- **PROBLEM TO WORK ON**
An exact, complete copy of the data is all that is needed.

===== RECORDED DATA =====

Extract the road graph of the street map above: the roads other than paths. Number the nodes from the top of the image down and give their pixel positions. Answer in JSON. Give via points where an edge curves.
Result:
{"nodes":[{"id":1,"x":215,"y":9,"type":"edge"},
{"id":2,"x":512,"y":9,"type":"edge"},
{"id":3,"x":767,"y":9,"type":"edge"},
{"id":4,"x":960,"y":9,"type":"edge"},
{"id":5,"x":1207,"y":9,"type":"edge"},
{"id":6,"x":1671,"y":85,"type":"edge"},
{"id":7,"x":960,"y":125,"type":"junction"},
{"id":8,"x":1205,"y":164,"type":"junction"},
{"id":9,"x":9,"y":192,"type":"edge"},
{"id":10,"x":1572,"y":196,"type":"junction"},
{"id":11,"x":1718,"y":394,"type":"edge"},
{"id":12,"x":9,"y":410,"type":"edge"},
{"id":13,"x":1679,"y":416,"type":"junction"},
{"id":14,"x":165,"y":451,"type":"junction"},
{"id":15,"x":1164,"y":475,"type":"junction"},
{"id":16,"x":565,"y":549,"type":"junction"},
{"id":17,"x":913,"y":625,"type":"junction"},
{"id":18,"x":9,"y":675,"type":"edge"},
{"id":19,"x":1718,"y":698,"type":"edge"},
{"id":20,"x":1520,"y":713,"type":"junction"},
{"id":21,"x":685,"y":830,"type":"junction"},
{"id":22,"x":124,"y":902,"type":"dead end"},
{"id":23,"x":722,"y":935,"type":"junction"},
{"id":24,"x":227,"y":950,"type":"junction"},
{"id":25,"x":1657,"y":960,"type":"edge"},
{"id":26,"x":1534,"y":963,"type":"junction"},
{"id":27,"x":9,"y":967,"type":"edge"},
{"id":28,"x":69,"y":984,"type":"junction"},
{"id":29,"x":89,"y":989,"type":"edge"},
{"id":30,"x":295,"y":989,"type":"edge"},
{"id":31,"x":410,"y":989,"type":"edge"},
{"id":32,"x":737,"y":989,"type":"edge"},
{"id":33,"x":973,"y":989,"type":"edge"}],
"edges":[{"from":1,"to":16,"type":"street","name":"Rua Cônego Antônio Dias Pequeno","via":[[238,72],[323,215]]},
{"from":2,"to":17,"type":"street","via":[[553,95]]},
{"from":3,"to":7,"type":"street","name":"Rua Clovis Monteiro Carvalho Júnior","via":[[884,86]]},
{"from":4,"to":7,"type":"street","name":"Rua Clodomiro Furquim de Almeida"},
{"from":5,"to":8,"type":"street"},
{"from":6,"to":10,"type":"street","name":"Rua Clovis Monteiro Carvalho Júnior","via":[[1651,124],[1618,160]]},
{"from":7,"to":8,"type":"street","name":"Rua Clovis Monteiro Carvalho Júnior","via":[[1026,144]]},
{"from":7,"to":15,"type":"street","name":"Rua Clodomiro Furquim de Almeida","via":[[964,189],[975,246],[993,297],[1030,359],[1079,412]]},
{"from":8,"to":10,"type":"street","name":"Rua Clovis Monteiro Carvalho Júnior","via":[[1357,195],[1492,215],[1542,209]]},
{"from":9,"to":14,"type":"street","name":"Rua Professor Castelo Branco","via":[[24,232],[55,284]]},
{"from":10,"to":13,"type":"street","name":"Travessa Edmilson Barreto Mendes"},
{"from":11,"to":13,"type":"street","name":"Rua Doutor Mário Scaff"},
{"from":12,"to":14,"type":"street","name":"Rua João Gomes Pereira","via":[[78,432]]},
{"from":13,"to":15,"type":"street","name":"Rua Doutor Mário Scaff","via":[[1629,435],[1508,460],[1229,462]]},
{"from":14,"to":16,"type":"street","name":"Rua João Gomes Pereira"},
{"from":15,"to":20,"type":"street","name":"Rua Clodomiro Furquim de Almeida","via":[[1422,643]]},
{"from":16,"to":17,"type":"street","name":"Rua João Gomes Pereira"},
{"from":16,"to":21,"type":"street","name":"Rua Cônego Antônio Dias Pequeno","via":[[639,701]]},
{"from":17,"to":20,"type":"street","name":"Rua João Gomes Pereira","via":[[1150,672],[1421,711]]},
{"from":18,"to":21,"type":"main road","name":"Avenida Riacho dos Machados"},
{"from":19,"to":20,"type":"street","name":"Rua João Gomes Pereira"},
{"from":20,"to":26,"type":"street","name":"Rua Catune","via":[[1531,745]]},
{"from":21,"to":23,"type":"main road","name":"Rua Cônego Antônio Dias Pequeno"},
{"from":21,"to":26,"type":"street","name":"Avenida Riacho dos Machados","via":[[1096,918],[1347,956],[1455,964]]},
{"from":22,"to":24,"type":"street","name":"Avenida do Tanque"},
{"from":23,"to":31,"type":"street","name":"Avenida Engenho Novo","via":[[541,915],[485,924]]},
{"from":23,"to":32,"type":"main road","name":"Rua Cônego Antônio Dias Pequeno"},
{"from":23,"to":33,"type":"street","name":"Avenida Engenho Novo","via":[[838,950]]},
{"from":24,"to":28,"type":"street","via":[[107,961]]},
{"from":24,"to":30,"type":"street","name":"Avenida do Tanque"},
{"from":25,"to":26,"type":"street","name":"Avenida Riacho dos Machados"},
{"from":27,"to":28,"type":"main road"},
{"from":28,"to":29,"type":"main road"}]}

=====

- **ANSWER SPACE**
Extract the road graph of the street map above: the roads other than paths. Number the nodes from the top of the image down and give their pixel positions. Answer in JSON. Give via points where an edge curves.
Result:
{"nodes":[{"id":1,"x":215,"y":9,"type":"edge"},
{"id":2,"x":512,"y":9,"type":"edge"},
{"id":3,"x":767,"y":9,"type":"edge"},
{"id":4,"x":960,"y":9,"type":"edge"},
{"id":5,"x":1207,"y":9,"type":"edge"},
{"id":6,"x":1671,"y":85,"type":"edge"},
{"id":7,"x":960,"y":125,"type":"junction"},
{"id":8,"x":1205,"y":164,"type":"junction"},
{"id":9,"x":9,"y":192,"type":"edge"},
{"id":10,"x":1572,"y":196,"type":"junction"},
{"id":11,"x":1718,"y":394,"type":"edge"},
{"id":12,"x":9,"y":410,"type":"edge"},
{"id":13,"x":1679,"y":416,"type":"junction"},
{"id":14,"x":165,"y":451,"type":"junction"},
{"id":15,"x":1164,"y":475,"type":"junction"},
{"id":16,"x":565,"y":549,"type":"junction"},
{"id":17,"x":913,"y":625,"type":"junction"},
{"id":18,"x":9,"y":675,"type":"edge"},
{"id":19,"x":1718,"y":698,"type":"edge"},
{"id":20,"x":1520,"y":713,"type":"junction"},
{"id":21,"x":685,"y":830,"type":"junction"},
{"id":22,"x":124,"y":902,"type":"dead end"},
{"id":23,"x":722,"y":935,"type":"junction"},
{"id":24,"x":227,"y":950,"type":"junction"},
{"id":25,"x":1657,"y":960,"type":"edge"},
{"id":26,"x":1534,"y":963,"type":"junction"},
{"id":27,"x":9,"y":967,"type":"edge"},
{"id":28,"x":69,"y":984,"type":"junction"},
{"id":29,"x":89,"y":989,"type":"edge"},
{"id":30,"x":295,"y":989,"type":"edge"},
{"id":31,"x":410,"y":989,"type":"edge"},
{"id":32,"x":737,"y":989,"type":"edge"},
{"id":33,"x":973,"y":989,"type":"edge"}],
"edges":[{"from":1,"to":16,"type":"street","name":"Rua Cônego Antônio Dias Pequeno","via":[[238,72],[323,215]]},
{"from":2,"to":17,"type":"street","via":[[553,95]]},
{"from":3,"to":7,"type":"street","name":"Rua Clovis Monteiro Carvalho Júnior","via":[[884,86]]},
{"from":4,"to":7,"type":"street","name":"Rua Clodomiro Furquim de Almeida"},
{"from":5,"to":8,"type":"street"},
{"from":6,"to":10,"type":"street","name":"Rua Clovis Monteiro Carvalho Júnior","via":[[1651,124],[1618,160]]},
{"from":7,"to":8,"type":"street","name":"Rua Clovis Monteiro Carvalho Júnior","via":[[1026,144]]},
{"from":7,"to":15,"type":"street","name":"Rua Clodomiro Furquim de Almeida","via":[[964,189],[975,246],[993,297],[1030,359],[1079,412]]},
{"from":8,"to":10,"type":"street","name":"Rua Clovis Monteiro Carvalho Júnior","via":[[1357,195],[1492,215],[1542,209]]},
{"from":9,"to":14,"type":"street","name":"Rua Professor Castelo Branco","via":[[24,232],[55,284]]},
{"from":10,"to":13,"type":"street","name":"Travessa Edmilson Barreto Mendes"},
{"from":11,"to":13,"type":"street","name":"Rua Doutor Mário Scaff"},
{"from":12,"to":14,"type":"street","name":"Rua João Gomes Pereira","via":[[78,432]]},
{"from":13,"to":15,"type":"street","name":"Rua Doutor Mário Scaff","via":[[1629,435],[1508,460],[1229,462]]},
{"from":14,"to":16,"type":"street","name":"Rua João Gomes Pereira"},
{"from":15,"to":20,"type":"street","name":"Rua Clodomiro Furquim de Almeida","via":[[1422,643]]},
{"from":16,"to":17,"type":"street","name":"Rua João Gomes Pereira"},
{"from":16,"to":21,"type":"street","name":"Rua Cônego Antônio Dias Pequeno","via":[[639,701]]},
{"from":17,"to":20,"type":"street","name":"Rua João Gomes Pereira","via":[[1150,672],[1421,711]]},
{"from":18,"to":21,"type":"main road","name":"Avenida Riacho dos Machados"},
{"from":19,"to":20,"type":"street","name":"Rua João Gomes Pereira"},
{"from":20,"to":26,"type":"street","name":"Rua Catune","via":[[1531,745]]},
{"from":21,"to":23,"type":"main road","name":"Rua Cônego Antônio Dias Pequeno"},
{"from":21,"to":26,"type":"street","name":"Avenida Riacho dos Machados","via":[[1096,918],[1347,956],[1455,964]]},
{"from":22,"to":24,"type":"street","name":"Avenida do Tanque"},
{"from":23,"to":31,"type":"street","name":"Avenida Engenho Novo","via":[[541,915],[485,924]]},
{"from":23,"to":32,"type":"main road","name":"Rua Cônego Antônio Dias Pequeno"},
{"from":23,"to":33,"type":"street","name":"Avenida Engenho Novo","via":[[838,950]]},
{"from":24,"to":28,"type":"street","via":[[107,961]]},
{"from":24,"to":30,"type":"street","name":"Avenida do Tanque"},
{"from":25,"to":26,"type":"street","name":"Avenida Riacho dos Machados"},
{"from":27,"to":28,"type":"main road"},
{"from":28,"to":29,"type":"main road"}]}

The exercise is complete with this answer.